Saat itu aku hanya seorang karyawan dengan gaji setara UMR Jakarta. Tidak banyak yang bisa kubanggakan. Tapi ketika melihat kakakku terpuruk, hatiku tidak tega. Aku memberanikan diri untuk memberikan seluruh gajiku kepadanya—100 persen tanpa tersisa. Untuk kebutuhan sehari-hari, aku hanya mengandalkan bonus atau rezeki kecil lain yang datang sesekali.
Orang mungkin menganggapku bodoh. Tapi sejak keputusan itu, hidupku justru berubah. Anehnya, rezeki seperti mengalir deras tanpa henti. Dalam waktu enam tahun, aku naik jabatan empat kali, padahal aku sendiri merasa kemampuan kerjaku biasa saja. Entah apa alasannya, tapi aku yakin Tuhan melihat niat baikku untuk membantu kakakku.

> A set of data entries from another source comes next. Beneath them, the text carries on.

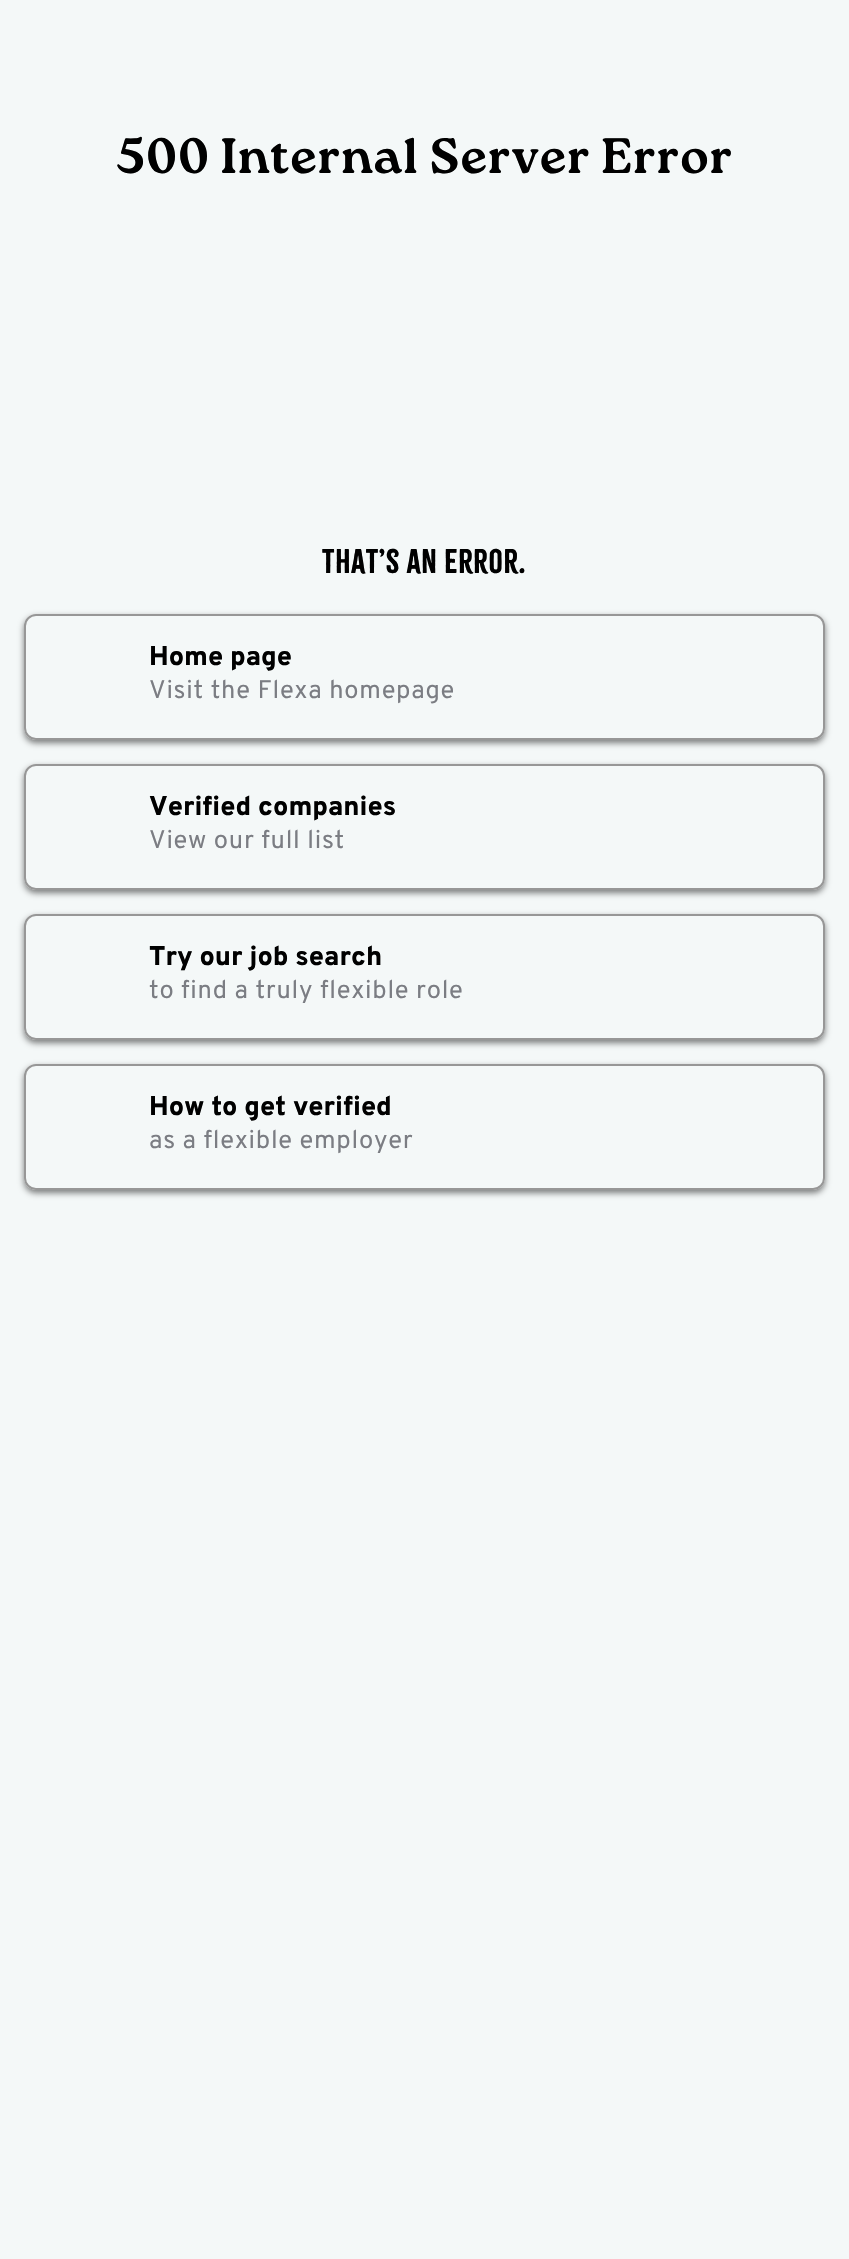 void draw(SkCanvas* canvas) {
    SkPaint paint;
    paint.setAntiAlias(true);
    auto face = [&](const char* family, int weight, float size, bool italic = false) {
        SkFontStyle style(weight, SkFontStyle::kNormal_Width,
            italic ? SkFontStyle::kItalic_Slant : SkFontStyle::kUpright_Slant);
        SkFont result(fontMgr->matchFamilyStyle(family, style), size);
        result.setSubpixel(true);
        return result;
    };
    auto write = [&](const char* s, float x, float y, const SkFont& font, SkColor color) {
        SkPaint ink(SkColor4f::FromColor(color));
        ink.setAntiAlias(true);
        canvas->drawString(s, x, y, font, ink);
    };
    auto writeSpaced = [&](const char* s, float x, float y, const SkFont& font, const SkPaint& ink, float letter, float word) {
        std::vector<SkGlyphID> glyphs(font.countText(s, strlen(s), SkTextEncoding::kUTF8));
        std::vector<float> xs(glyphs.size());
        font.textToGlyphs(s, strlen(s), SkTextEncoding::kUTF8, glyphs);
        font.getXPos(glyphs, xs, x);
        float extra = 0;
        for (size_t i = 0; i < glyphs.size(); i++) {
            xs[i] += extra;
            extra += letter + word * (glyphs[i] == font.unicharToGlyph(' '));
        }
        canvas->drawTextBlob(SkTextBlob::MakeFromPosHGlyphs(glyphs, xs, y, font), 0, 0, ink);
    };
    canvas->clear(SkColorSetRGB(244, 248, 248));
    auto kFont1 = face("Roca", 700, 49.5f);
    paint.setColor(SK_ColorBLACK);
    writeSpaced("500 Internal Server Error", 116, 173, kFont1, paint, 0.75f, 0);
    auto kFont2 = face("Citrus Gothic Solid", 400, 30);
    writeSpaced("That’s an error.", 322, 573, kFont2, paint, 0.75f, 0);
    canvas->save();
    canvas->clipPath(SkPathBuilder(SkPathFillType::kEvenOdd).moveTo(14, 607).lineTo(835, 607).lineTo(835, 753).lineTo(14, 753).close().moveTo(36, 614).lineTo(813, 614).cubicTo(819.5f, 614, 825, 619.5f, 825, 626).lineTo(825, 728).cubicTo(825, 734.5f, 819.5f, 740, 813, 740).lineTo(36, 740).cubicTo(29.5f, 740, 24, 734.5f, 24, 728).lineTo(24, 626).cubicTo(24, 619.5f, 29.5f, 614, 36, 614).close().detach(), true);
    paint.setColor(SkColorSetARGB(128, 0, 0, 0));
    paint.setMaskFilter(SkMaskFilter::MakeBlur(kNormal_SkBlurStyle, 3));
    canvas->drawRoundRect(SkRect::MakeXYWH(24, 617, 801, 126), 12, 12, paint);
    paint.setMaskFilter(nullptr);
    canvas->restore();
    paint.setStyle(SkPaint::kStroke_Style);
    paint.setStrokeWidth(2);
    paint.setColor(SkColorSetRGB(151, 151, 151));
    canvas->drawRoundRect(SkRect::MakeXYWH(25, 615, 799, 124), 11, 11, paint);
    auto kFont3 = face("Overpass", 800, 27);
    write("Home page", 149, 665, kFont3, SK_ColorBLACK);
    auto kFont4 = face("Overpass", 400, 25.5f);
    paint.setStyle(SkPaint::kFill_Style);
    paint.setColor(SkColorSetRGB(123, 125, 131));
    writeSpaced("Visit the Flexa homepage", 149, 698, kFont4, paint, 0.75f, 0);
    canvas->save();
    canvas->clipPath(SkPathBuilder(SkPathFillType::kEvenOdd).moveTo(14, 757).lineTo(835, 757).lineTo(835, 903).lineTo(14, 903).close().moveTo(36, 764).lineTo(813, 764).cubicTo(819.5f, 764, 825, 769.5f, 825, 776).lineTo(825, 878).cubicTo(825, 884.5f, 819.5f, 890, 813, 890).lineTo(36, 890).cubicTo(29.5f, 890, 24, 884.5f, 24, 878).lineTo(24, 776).cubicTo(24, 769.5f, 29.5f, 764, 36, 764).close().detach(), true);
    paint.setColor(SkColorSetARGB(128, 0, 0, 0));
    paint.setMaskFilter(SkMaskFilter::MakeBlur(kNormal_SkBlurStyle, 3));
    canvas->drawRoundRect(SkRect::MakeXYWH(24, 767, 801, 126), 12, 12, paint);
    paint.setMaskFilter(nullptr);
    canvas->restore();
    paint.setStyle(SkPaint::kStroke_Style);
    paint.setColor(SkColorSetRGB(151, 151, 151));
    canvas->drawRoundRect(SkRect::MakeXYWH(25, 765, 799, 124), 11, 11, paint);
    write("Verified companies", 149, 815, kFont3, SK_ColorBLACK);
    paint.setStyle(SkPaint::kFill_Style);
    paint.setColor(SkColorSetRGB(123, 125, 131));
    writeSpaced("View our full list", 149, 848, kFont4, paint, 0.75f, 0);
    canvas->save();
    canvas->clipPath(SkPathBuilder(SkPathFillType::kEvenOdd).moveTo(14, 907).lineTo(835, 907).lineTo(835, 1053).lineTo(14, 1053).close().moveTo(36, 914).lineTo(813, 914).cubicTo(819.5f, 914, 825, 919.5f, 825, 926).lineTo(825, 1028).cubicTo(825, 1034.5f, 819.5f, 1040, 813, 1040).lineTo(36, 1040).cubicTo(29.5f, 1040, 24, 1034.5f, 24, 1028).lineTo(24, 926).cubicTo(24, 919.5f, 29.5f, 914, 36, 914).close().detach(), true);
    paint.setColor(SkColorSetARGB(128, 0, 0, 0));
    paint.setMaskFilter(SkMaskFilter::MakeBlur(kNormal_SkBlurStyle, 3));
    canvas->drawRoundRect(SkRect::MakeXYWH(24, 917, 801, 126), 12, 12, paint);
    paint.setMaskFilter(nullptr);
    canvas->restore();
    paint.setStyle(SkPaint::kStroke_Style);
    paint.setColor(SkColorSetRGB(151, 151, 151));
    canvas->drawRoundRect(SkRect::MakeXYWH(25, 915, 799, 124), 11, 11, paint);
    write("Try our job search", 149, 965, kFont3, SK_ColorBLACK);
    paint.setStyle(SkPaint::kFill_Style);
    paint.setColor(SkColorSetRGB(123, 125, 131));
    writeSpaced("to find a truly flexible role", 149, 998, kFont4, paint, 0.75f, 0);
    canvas->save();
    canvas->clipPath(SkPathBuilder(SkPathFillType::kEvenOdd).moveTo(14, 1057).lineTo(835, 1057).lineTo(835, 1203).lineTo(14, 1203).close().moveTo(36, 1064).lineTo(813, 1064).cubicTo(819.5f, 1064, 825, 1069.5f, 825, 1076).lineTo(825, 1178).cubicTo(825, 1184.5f, 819.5f, 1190, 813, 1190).lineTo(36, 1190).cubicTo(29.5f, 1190, 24, 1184.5f, 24, 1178).lineTo(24, 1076).cubicTo(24, 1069.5f, 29.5f, 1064, 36, 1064).close().detach(), true);
    paint.setColor(SkColorSetARGB(128, 0, 0, 0));
    paint.setMaskFilter(SkMaskFilter::MakeBlur(kNormal_SkBlurStyle, 3));
    canvas->drawRoundRect(SkRect::MakeXYWH(24, 1067, 801, 126), 12, 12, paint);
    paint.setMaskFilter(nullptr);
    canvas->restore();
    paint.setStyle(SkPaint::kStroke_Style);
    paint.setColor(SkColorSetRGB(151, 151, 151));
    canvas->drawRoundRect(SkRect::MakeXYWH(25, 1065, 799, 124), 11, 11, paint);
    write("How to get verified", 149, 1115, kFont3, SK_ColorBLACK);
    paint.setStyle(SkPaint::kFill_Style);
    paint.setColor(SkColorSetRGB(123, 125, 131));
    writeSpaced("as a flexible employer", 149, 1148, kFont4, paint, 0.75f, 0);
}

Kini keadaan sudah jauh lebih baik. Kakakku tak lagi bergantung pada gajiku, karena aku membangunkan usaha rumah makan untuknya. Dia bisa mandiri, menghidupi anak-anaknya, dan tersenyum lagi.
Bagiku, perjalanan ini adalah bukti bahwa berbagi tidak pernah membuat kita kekurangan. Justru dari ketulusan itulah, keberkahan hidup bermula.